Print the records below verbatim.
··· RECORDS PROVIDED
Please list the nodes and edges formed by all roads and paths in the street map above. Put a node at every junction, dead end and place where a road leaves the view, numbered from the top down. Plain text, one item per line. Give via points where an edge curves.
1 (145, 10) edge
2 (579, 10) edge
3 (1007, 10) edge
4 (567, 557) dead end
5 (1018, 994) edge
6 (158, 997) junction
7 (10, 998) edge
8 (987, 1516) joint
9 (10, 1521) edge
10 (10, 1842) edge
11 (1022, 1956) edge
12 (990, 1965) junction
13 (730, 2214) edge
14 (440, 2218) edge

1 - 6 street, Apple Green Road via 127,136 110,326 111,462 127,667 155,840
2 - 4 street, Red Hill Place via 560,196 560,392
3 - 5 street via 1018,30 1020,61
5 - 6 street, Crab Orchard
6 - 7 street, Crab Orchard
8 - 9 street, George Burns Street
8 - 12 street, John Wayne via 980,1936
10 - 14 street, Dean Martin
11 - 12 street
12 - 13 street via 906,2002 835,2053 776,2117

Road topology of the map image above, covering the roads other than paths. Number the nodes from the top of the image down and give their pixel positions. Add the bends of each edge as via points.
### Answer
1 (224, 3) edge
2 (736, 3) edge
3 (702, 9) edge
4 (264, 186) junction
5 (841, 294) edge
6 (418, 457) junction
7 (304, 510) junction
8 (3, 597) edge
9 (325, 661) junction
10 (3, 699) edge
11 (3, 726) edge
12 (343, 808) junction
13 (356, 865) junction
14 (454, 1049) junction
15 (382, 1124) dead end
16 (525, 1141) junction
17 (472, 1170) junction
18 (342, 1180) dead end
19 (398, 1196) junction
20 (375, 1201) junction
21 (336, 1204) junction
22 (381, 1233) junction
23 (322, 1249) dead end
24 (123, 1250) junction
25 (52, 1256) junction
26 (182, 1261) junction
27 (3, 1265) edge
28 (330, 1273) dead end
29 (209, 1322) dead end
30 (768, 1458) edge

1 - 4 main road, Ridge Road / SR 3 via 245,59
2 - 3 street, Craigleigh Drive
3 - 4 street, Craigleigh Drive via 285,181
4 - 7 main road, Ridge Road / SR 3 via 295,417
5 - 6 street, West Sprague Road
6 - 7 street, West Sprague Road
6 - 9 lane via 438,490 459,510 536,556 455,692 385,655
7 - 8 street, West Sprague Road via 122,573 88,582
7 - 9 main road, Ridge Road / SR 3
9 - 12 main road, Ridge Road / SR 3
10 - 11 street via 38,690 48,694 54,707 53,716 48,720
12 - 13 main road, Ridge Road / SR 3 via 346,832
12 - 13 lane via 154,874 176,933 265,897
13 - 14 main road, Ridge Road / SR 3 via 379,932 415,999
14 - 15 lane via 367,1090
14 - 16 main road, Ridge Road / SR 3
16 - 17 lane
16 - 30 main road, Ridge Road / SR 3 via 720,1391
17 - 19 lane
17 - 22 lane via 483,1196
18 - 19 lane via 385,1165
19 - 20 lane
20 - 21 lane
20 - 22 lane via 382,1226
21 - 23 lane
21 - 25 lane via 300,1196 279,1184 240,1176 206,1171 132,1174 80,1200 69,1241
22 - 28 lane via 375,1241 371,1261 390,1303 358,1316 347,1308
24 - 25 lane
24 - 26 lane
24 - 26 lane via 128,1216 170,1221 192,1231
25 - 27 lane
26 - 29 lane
······
**RESPONSE BOX:**
Please list the nodes and edges formed by all roads and paths in the street map above. Put a node at every junction, dead end and place where a road leaves the view, numbered from the top down. Plain text, one item per line. Give via points where an edge curves.
1 (145, 10) edge
2 (579, 10) edge
3 (1007, 10) edge
4 (567, 557) dead end
5 (1018, 994) edge
6 (158, 997) junction
7 (10, 998) edge
8 (987, 1516) joint
9 (10, 1521) edge
10 (10, 1842) edge
11 (1022, 1956) edge
12 (990, 1965) junction
13 (730, 2214) edge
14 (440, 2218) edge

1 - 6 street, Apple Green Road via 127,136 110,326 111,462 127,667 155,840
2 - 4 street, Red Hill Place via 560,196 560,392
3 - 5 street via 1018,30 1020,61
5 - 6 street, Crab Orchard
6 - 7 street, Crab Orchard
8 - 9 street, George Burns Street
8 - 12 street, John Wayne via 980,1936
10 - 14 street, Dean Martin
11 - 12 street
12 - 13 street via 906,2002 835,2053 776,2117

Road topology of the map image above, covering the roads other than paths. Number the nodes from the top of the image down and give their pixel positions. Add the bends of each edge as via points.
### Answer
1 (224, 3) edge
2 (736, 3) edge
3 (702, 9) edge
4 (264, 186) junction
5 (841, 294) edge
6 (418, 457) junction
7 (304, 510) junction
8 (3, 597) edge
9 (325, 661) junction
10 (3, 699) edge
11 (3, 726) edge
12 (343, 808) junction
13 (356, 865) junction
14 (454, 1049) junction
15 (382, 1124) dead end
16 (525, 1141) junction
17 (472, 1170) junction
18 (342, 1180) dead end
19 (398, 1196) junction
20 (375, 1201) junction
21 (336, 1204) junction
22 (381, 1233) junction
23 (322, 1249) dead end
24 (123, 1250) junction
25 (52, 1256) junction
26 (182, 1261) junction
27 (3, 1265) edge
28 (330, 1273) dead end
29 (209, 1322) dead end
30 (768, 1458) edge

1 - 4 main road, Ridge Road / SR 3 via 245,59
2 - 3 street, Craigleigh Drive
3 - 4 street, Craigleigh Drive via 285,181
4 - 7 main road, Ridge Road / SR 3 via 295,417
5 - 6 street, West Sprague Road
6 - 7 street, West Sprague Road
6 - 9 lane via 438,490 459,510 536,556 455,692 385,655
7 - 8 street, West Sprague Road via 122,573 88,582
7 - 9 main road, Ridge Road / SR 3
9 - 12 main road, Ridge Road / SR 3
10 - 11 street via 38,690 48,694 54,707 53,716 48,720
12 - 13 main road, Ridge Road / SR 3 via 346,832
12 - 13 lane via 154,874 176,933 265,897
13 - 14 main road, Ridge Road / SR 3 via 379,932 415,999
14 - 15 lane via 367,1090
14 - 16 main road, Ridge Road / SR 3
16 - 17 lane
16 - 30 main road, Ridge Road / SR 3 via 720,1391
17 - 19 lane
17 - 22 lane via 483,1196
18 - 19 lane via 385,1165
19 - 20 lane
20 - 21 lane
20 - 22 lane via 382,1226
21 - 23 lane
21 - 25 lane via 300,1196 279,1184 240,1176 206,1171 132,1174 80,1200 69,1241
22 - 28 lane via 375,1241 371,1261 390,1303 358,1316 347,1308
24 - 25 lane
24 - 26 lane
24 - 26 lane via 128,1216 170,1221 192,1231
25 - 27 lane
26 - 29 lane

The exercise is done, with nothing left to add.